WahanaNews.co | Sidang perkara pelanggaran Hak Asasi Manusia (HAM) Berat yang didakwakan pada perwira penghubung Komando Distrik Militer (Dandim) 1705/Paniai, Mayor Inf (purn) Isak Sattu memasuki agenda tuntutan.
Jaksa Penuntut Umum (JPU) Kejaksaan Agung (Kejagung) menuntutnya dengan hukuman 10 tahun penjara.
Baca Juga:
Situasi HAM di Papua Tahun 2023, Ini Hasil Pengamatan Komnas HAM
JPU Erryl Prima Putra Agoes yang membacakan tuntutan menyatakan terdakwa Mayor Inf (Purn) Isak Sattu terbukti secara sah dan meyakinkan bersalah melakukan tindak pidana pelanggaran HAM yang berat di Paniai, Papua. Atas perbuatannya, Isak Sattu didakwa pasal berlapis.
"Dakwaan kesatu melanggar Pasal 42 ayat (1) huruf a dan b Jo Pasal 7 huruf b, Pasal 9 huruf a, Pasal 37 UU Nomor 26 Tahun 2000 tentang Pengadilan HAM. Dan dakwaan kedua Pasal 42 ayat (1) huruf a dan huruf b Jis Pasal 7 huruf b, Pasal 9 huruf h, Pasal 40 Undang-Undang Nomor 26 Tahun 2000 tentang Pengadilan HAM," ujarnya saat sidang di Ruang Bagir Manan Pengadilan Negeri Makassar, Senin (14/11).
Dengan tuntutan pasal berlapis, JPU meminta agar Isak Sattu dijatuhi hukuman pidana selama 10 tahun penjara. Terdakwa juga dituntut membayar perkara Rp 5 ribu.
Baca Juga:
Persoalkan Pelanggaran HAM, Anggota TNI Tantang BEM UI KKN di Wilayah KKB
Terdakwa Siapkan Pembelaan
Seusai JPU membacakan tuntutan, Ketua majelis hakim Sutisna Saswati bertanya kepada terdakwa apakah mengajukan pleidoi (pembelaan) atau tidak.
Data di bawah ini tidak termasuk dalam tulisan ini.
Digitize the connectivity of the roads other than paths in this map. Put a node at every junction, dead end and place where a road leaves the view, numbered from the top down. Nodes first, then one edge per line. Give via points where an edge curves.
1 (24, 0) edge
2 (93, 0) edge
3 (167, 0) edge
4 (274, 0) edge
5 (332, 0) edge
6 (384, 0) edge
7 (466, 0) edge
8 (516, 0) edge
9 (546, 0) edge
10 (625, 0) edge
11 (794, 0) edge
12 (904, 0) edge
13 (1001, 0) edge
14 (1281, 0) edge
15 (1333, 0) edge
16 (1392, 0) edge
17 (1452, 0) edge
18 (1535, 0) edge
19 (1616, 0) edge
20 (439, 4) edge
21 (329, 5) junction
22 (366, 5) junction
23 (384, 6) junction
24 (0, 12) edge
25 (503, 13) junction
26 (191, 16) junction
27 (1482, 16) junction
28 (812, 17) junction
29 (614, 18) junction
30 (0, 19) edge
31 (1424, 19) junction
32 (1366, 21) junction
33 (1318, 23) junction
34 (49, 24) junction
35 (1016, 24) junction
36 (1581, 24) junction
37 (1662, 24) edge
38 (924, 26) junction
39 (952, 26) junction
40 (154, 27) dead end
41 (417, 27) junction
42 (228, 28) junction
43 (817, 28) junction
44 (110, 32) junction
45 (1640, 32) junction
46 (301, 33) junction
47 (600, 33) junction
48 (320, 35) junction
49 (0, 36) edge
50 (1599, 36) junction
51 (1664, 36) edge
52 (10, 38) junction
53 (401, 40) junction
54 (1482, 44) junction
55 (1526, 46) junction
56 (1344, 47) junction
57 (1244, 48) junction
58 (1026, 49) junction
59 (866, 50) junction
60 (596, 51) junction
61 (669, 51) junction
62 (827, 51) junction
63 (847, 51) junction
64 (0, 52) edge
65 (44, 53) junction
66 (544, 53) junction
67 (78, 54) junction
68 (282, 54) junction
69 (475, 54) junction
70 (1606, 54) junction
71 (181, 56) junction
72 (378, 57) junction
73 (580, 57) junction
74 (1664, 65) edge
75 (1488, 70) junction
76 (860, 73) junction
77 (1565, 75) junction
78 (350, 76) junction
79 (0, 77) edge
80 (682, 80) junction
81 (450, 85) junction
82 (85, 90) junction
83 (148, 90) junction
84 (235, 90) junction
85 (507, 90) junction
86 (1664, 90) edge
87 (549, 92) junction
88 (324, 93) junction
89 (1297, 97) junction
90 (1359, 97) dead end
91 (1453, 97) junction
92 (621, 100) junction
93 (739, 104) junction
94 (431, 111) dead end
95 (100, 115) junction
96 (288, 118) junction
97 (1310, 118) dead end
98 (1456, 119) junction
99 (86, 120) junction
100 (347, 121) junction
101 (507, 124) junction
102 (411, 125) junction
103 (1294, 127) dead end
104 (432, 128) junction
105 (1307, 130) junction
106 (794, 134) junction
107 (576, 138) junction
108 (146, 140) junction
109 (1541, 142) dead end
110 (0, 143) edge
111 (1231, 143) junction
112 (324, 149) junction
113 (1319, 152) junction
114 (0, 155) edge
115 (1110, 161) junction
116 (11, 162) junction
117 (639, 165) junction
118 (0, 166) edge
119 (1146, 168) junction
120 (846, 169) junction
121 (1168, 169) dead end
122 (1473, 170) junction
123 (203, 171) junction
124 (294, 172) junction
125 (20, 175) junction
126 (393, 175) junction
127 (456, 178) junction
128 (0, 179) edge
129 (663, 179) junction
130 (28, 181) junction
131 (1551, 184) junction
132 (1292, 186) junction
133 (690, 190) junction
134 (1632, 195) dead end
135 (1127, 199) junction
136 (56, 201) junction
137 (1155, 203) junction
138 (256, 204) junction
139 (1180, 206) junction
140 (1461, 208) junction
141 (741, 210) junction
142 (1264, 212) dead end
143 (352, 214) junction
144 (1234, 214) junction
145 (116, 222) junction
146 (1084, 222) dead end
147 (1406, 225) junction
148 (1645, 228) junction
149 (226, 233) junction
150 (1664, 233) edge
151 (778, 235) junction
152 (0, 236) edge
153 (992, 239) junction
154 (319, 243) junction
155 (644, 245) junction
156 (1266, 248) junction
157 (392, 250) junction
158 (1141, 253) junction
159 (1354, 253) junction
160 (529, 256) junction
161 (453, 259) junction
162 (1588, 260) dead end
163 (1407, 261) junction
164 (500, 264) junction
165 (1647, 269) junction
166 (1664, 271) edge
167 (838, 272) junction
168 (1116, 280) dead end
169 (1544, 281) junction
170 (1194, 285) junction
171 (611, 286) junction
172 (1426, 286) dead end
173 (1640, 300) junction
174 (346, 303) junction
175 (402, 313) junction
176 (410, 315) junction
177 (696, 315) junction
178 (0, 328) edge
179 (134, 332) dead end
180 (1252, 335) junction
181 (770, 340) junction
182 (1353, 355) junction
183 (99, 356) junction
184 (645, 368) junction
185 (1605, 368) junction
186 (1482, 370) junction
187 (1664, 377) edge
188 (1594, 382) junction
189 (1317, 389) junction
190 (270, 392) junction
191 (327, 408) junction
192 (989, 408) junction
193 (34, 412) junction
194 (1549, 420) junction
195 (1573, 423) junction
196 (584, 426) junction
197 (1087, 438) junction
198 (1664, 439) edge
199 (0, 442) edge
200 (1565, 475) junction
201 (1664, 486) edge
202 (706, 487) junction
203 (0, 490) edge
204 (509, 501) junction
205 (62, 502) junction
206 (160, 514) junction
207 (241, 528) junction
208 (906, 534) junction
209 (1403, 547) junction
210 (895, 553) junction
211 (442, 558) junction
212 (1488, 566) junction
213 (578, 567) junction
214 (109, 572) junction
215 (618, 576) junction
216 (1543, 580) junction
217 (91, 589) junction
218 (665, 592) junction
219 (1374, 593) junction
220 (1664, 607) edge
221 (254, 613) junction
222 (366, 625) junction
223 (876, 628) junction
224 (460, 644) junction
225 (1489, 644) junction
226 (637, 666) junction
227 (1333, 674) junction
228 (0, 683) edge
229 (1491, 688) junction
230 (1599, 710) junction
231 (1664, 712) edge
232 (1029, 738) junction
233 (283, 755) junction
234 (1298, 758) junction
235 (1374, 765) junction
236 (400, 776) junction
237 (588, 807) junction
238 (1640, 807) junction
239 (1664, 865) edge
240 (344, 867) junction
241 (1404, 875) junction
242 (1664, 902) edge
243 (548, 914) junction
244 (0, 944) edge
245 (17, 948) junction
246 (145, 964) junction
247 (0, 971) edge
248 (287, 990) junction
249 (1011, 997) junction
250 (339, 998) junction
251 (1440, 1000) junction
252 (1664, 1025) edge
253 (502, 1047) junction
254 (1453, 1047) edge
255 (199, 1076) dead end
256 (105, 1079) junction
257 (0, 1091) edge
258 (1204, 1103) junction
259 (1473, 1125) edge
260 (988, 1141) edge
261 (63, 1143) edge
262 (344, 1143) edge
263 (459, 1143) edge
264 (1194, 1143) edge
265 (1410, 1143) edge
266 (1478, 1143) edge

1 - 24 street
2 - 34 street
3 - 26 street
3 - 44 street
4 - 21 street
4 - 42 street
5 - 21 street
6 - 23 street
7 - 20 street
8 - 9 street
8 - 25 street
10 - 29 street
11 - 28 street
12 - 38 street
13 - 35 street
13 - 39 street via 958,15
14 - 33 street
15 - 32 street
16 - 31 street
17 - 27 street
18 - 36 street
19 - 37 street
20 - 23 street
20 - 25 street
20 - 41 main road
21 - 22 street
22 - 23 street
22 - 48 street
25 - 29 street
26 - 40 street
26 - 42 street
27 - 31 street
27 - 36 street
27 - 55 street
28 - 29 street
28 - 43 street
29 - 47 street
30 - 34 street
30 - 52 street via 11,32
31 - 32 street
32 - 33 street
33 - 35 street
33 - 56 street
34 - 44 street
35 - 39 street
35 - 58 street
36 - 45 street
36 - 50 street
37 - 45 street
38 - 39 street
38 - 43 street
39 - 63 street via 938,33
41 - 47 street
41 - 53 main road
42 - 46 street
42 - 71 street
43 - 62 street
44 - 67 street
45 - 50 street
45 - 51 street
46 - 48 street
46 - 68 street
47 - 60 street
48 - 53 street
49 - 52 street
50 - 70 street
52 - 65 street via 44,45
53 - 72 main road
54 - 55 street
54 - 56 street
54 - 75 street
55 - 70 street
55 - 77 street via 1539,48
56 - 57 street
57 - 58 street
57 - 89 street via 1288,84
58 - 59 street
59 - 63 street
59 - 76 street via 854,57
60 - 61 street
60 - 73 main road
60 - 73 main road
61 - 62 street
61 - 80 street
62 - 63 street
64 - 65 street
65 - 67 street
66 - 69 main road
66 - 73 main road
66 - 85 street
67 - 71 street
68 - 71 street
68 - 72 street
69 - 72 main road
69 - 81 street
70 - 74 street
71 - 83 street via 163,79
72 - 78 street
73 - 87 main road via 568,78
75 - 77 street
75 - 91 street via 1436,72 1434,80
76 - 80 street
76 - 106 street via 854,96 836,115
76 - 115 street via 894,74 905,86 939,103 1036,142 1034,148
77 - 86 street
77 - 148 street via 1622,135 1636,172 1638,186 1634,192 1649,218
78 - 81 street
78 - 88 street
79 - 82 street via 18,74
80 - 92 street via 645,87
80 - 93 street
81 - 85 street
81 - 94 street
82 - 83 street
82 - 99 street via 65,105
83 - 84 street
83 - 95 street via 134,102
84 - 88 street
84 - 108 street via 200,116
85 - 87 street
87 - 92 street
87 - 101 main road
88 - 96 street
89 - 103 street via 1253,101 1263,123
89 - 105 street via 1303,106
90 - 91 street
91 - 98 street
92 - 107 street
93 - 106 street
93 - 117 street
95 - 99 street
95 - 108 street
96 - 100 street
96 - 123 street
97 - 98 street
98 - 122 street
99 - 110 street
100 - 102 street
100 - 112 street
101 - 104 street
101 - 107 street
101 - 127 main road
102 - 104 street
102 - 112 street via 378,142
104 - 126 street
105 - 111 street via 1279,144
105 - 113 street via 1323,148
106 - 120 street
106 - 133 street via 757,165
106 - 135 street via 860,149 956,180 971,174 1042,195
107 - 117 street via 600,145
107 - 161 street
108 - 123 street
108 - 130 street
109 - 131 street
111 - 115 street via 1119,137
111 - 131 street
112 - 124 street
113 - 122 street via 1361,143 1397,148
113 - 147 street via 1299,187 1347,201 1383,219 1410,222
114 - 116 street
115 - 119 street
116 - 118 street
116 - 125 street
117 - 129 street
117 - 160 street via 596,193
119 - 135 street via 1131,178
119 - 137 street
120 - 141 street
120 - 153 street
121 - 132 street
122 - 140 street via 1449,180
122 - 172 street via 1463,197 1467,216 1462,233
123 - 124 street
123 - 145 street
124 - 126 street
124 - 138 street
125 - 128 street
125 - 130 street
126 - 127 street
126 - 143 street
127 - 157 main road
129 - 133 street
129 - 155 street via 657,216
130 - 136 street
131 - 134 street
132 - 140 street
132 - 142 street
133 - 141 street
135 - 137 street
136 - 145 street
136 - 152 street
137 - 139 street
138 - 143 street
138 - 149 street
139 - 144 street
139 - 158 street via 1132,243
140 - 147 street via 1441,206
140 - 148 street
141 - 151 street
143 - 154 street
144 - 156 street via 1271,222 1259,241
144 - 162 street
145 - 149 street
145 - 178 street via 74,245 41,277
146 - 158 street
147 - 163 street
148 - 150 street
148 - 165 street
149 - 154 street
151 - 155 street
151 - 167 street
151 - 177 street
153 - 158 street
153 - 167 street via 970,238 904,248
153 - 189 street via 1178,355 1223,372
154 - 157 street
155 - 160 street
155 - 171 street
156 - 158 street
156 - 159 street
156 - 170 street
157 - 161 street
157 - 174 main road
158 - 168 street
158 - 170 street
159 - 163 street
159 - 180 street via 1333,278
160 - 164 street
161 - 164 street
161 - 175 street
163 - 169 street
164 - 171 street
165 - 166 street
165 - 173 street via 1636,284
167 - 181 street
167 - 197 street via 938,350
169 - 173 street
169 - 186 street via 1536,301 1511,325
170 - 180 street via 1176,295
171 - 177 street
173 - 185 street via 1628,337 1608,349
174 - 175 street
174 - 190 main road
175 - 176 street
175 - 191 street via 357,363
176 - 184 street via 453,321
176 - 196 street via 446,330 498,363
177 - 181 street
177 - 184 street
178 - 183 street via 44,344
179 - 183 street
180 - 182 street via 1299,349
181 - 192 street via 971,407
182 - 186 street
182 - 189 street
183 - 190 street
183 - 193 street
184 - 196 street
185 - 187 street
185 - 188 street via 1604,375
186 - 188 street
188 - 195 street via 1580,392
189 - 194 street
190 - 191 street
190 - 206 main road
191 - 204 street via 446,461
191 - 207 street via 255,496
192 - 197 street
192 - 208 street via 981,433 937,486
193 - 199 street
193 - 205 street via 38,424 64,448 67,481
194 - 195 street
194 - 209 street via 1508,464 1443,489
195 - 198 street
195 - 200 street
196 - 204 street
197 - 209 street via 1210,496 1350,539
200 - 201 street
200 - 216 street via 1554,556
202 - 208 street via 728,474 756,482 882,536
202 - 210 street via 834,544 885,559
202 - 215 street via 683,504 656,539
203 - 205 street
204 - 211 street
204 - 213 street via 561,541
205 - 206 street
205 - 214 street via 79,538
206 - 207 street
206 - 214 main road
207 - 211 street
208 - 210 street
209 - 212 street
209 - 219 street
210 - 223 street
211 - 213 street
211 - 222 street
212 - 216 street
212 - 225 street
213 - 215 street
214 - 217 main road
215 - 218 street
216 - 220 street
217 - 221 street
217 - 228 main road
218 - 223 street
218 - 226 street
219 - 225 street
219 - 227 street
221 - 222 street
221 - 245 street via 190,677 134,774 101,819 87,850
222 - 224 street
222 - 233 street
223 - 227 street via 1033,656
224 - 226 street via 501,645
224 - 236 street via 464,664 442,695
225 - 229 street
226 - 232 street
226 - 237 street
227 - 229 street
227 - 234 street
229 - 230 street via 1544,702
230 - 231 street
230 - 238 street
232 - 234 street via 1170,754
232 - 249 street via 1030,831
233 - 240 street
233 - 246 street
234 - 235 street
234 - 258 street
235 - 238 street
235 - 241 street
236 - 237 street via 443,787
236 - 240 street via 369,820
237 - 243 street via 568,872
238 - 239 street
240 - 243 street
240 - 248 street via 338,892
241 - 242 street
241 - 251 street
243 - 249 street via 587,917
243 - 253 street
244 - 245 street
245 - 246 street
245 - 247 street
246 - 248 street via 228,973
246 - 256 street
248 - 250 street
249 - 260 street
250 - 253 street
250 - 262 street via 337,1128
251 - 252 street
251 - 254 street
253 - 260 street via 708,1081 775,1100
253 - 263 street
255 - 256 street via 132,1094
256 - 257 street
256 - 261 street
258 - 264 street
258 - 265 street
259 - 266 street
Awalnya Isak Sattu menyerahkan sepenuhnya kepada penasihat hukum untuk pembelaan, tetapi saat hakim hendak menutup sidang, terdakwa menyampaikan tanggapan.
"Artinya bahwa dakwaan saya ini prematur dan dipaksakan. Kedua, tidak adil karena tidak ada dari pihak kepolisian atau aparat lain yang dikenai sanksi atau didakwa," ujarnya.
Ia menilai kejadian di Enarotali, Paniai, Papua dilakukan bersama-sama. Ia mengaku jika kerusuhan dan penembakan hanya terjadi di Koramil Enarotali saja masuk akal baginya
"Tapi ini yang tugas pokok kepolisian membubarkan tidak ada didakwa. Di mana keadilannya. Ini saja yang ingin saya sampaikan Yang Mulia," ucapnya.
Mendengar tanggapan itu, Ketua Majelis Hakim Sutisna Saswati menyarankan kepada terdakwa untuk membuat pembelaan tersendiri. "Mau tulis satu lembar juga enggak apa apa. Karena yang saudara sampaikan itu sudah masuk bagian pembelaan," ucap Sutisna.
Sementara penasihat hukum terdakwa, Ahmad Kautibi menilai tuntutan JPU tidak benar. Tak hanya itu, tuntutan terhadap kliennya tidak memenuhi unsur pelanggaran HAM berat.
"Kalau menurut saya sebagai PH (penasihat hukum), tuntutan yang diberikan kepada terdakwa ini tidak benar dan tidak memenuhi unsur pelanggaran HAM," tegasnya.
Untuk itu, Ahmad menyatakan pihaknya akan menyusun pembelaan terbaik. Dia mengaku akan memasukkan pernyataan Isak Sattu ke dalam pembelaan.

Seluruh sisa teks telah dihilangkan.